Während das Ratsbündnis von Grünen, CDU und Volt daher die Verzögerung akzeptiert, sorgt sich SPD-Fraktionschef Christian Joisten: Viele Institutionen im sozialen Bereich, etwa in Jugend- und Bürgerzentren, verunsichere das, weil Stellen und Projekte oft nur bis Jahresende finanziert sind. »Die Kämmerin muss dringend klären, wie damit umgegangen wird — dort kann man nicht erst am 31. Dezember Bescheid wissen, wie es weitergeht.« Keinesfalls dürfe bei der Jugendhilfe oder im Sport gespart werden, fordert Joisten. »Für die Bildung und Entwicklung junger Menschen in den Veedeln darf es nicht weniger, sondern muss es mehr Angebote geben.«
Die 14 Kölner Bürgerzentren erhalten Zuschüsse von der Stadt, außerdem Fördergelder von Land, Bund und EU. Aber den Großteil erwirtschaften sie mit Cafés und Vermietungen. Manchmal stelle man Räume auch bereit, so Jonathan Sieger vom BüZe Ehrenfeld, etwa für ein Umsonstcafé und einen Umsonstladen, den Geflüchtete und Senioren aus dem Veedel besuchen. »Der südamerikanischen Diaspora haben wir einen Raum kostenlos zur Verfügung gestellt. Sie wollten sich über die politischen Entwicklungen in ihrer Heimat austauschen, 300 Leute waren gekommen.« Sollten Bürgerhäuser weniger Geld erhalten, so Sieger, »müssen wir solventen Mietern den Vorzug geben.« Wenn Bürgerzentren aber überwiegend als kommerzielle Raumvermieter agieren, sind sie kaum mehr soziale Einrichtungen — und Fördergelder bekämen sie wohl nicht mehr. Allenthalben wolle man der zunehmenden Einsamkeit begegnen. »Aber nun sind diese Treffpunkte massiv bedroht.«
Man sei »fassungslos«, dass an Bürgerzentren gespart werden könne, sagt auch Heinke Groll vom BüZe Engelshof in Porz. »Wir unterstützen Jugendliche bei Berufswahl und Bewerbungen. Wenn in einem Viertel wie unserem weniger Jugendarbeit stattfindet, hat das für die Gesellschaft langfristige Folgen.« Mehr Geld selbst zu erwirtschaften, sei auch keine Option. »Wenn wir die Preise erhöhen, können es sich die Menschen im Viertel nicht mehr leisten, bei uns etwa eine Kommunionsfeier auszurichten.«
Wenn in einem Viertel wie unserem weniger Jugendarbeit stattfindet, hat das für die Gesellschaft langfristige FolgenHeinke Groll, Büze Engelshof
Auch im queeren Jugendzentrum »anyway« im Belgischen Viertel sorgt man sich. »Es ist für uns wichtig, dass wir für unsere Angebote eine gesicherte, langfristige Finanzierung erhalten«, sagt Geschäftsführer Jürgen Piger. Bislang habe man immer im Kontakt zu den jugendpolitischen Sprechern der Fraktionen gestanden. »Aber die sagten uns unisono, wir müssten jetzt auch mit den Fraktionsspitzen und finanzpolitischen Sprechern reden, um Unterstützung zu erhalten.« Die Träger müssten für den Erhalt der Projekte kämpfen, so Piger. Das halte von der eigentlichen Arbeit ab. Mitunter habe er auch den Eindruck, dass die Politik zu wenig mutig sei, schlecht laufende Angebote einzustellen und dafür innovative Projekte zu stärken.

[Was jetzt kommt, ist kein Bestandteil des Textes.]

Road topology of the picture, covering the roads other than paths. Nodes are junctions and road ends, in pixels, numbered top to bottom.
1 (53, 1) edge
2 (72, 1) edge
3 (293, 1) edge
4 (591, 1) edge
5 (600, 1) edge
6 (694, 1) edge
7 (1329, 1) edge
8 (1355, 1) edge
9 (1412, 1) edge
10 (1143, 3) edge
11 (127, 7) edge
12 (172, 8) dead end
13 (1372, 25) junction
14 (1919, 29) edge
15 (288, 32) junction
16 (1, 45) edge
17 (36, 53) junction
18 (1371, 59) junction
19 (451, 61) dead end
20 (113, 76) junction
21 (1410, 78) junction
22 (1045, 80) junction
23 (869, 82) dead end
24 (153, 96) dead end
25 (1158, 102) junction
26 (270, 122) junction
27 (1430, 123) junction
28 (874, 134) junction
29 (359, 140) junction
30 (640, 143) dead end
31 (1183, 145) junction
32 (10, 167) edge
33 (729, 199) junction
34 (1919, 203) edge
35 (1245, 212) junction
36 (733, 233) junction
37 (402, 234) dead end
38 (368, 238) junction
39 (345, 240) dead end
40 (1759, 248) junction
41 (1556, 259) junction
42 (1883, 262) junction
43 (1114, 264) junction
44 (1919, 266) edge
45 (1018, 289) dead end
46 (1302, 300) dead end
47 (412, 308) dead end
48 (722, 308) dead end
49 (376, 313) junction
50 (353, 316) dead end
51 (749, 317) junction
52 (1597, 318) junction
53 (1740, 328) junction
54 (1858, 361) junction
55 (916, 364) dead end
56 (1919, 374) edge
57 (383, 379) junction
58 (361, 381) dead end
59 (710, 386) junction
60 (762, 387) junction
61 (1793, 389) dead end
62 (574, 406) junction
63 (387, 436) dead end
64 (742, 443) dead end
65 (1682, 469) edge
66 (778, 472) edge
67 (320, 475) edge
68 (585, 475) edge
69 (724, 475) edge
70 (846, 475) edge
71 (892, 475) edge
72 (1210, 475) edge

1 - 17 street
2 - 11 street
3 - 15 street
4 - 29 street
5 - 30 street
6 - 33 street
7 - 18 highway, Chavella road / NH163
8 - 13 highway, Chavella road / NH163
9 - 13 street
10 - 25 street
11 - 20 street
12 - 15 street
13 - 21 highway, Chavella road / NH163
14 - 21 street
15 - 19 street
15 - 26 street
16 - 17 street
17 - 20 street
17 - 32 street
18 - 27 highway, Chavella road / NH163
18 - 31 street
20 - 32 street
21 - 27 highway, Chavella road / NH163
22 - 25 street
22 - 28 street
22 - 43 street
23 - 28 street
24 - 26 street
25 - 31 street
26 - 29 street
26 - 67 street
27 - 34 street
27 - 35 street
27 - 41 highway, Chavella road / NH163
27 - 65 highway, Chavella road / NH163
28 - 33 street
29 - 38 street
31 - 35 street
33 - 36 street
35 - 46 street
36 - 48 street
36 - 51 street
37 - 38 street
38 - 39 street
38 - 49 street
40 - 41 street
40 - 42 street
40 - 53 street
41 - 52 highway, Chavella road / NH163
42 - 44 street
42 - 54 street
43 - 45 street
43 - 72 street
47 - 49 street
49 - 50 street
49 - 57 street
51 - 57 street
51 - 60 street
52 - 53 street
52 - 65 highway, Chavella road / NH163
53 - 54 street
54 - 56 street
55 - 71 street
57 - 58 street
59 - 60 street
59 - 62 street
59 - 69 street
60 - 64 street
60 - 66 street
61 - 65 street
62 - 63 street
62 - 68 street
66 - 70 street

Auch Akteure der freien Kunst- und Kulturszene demonstrierten bereits im Juni vor dem Rathaus. »Ich befürchte, dass die freie Szene nicht verschont bleibt«, sagt Bettina Fischer, Leiterin des Literaturhauses und Vorstand beim KulturNetzKöln. Die freie Szene sei unabdingbar für das kulturelle Leben der Stadt, erhalte aber bloß fünf Prozent des Kulturetats. Kürzungen könne man nicht verkraften. »Weil die Leitungsposition und zwei weitere wichtige Stellen im Kulturamt nicht besetzt sind, gibt es niemanden, der sich schützend vor die freie Szene stellt.« Es scheint, dass die Kölner Politik bald zahlreiche Gesprächsanfragen erhalten wird.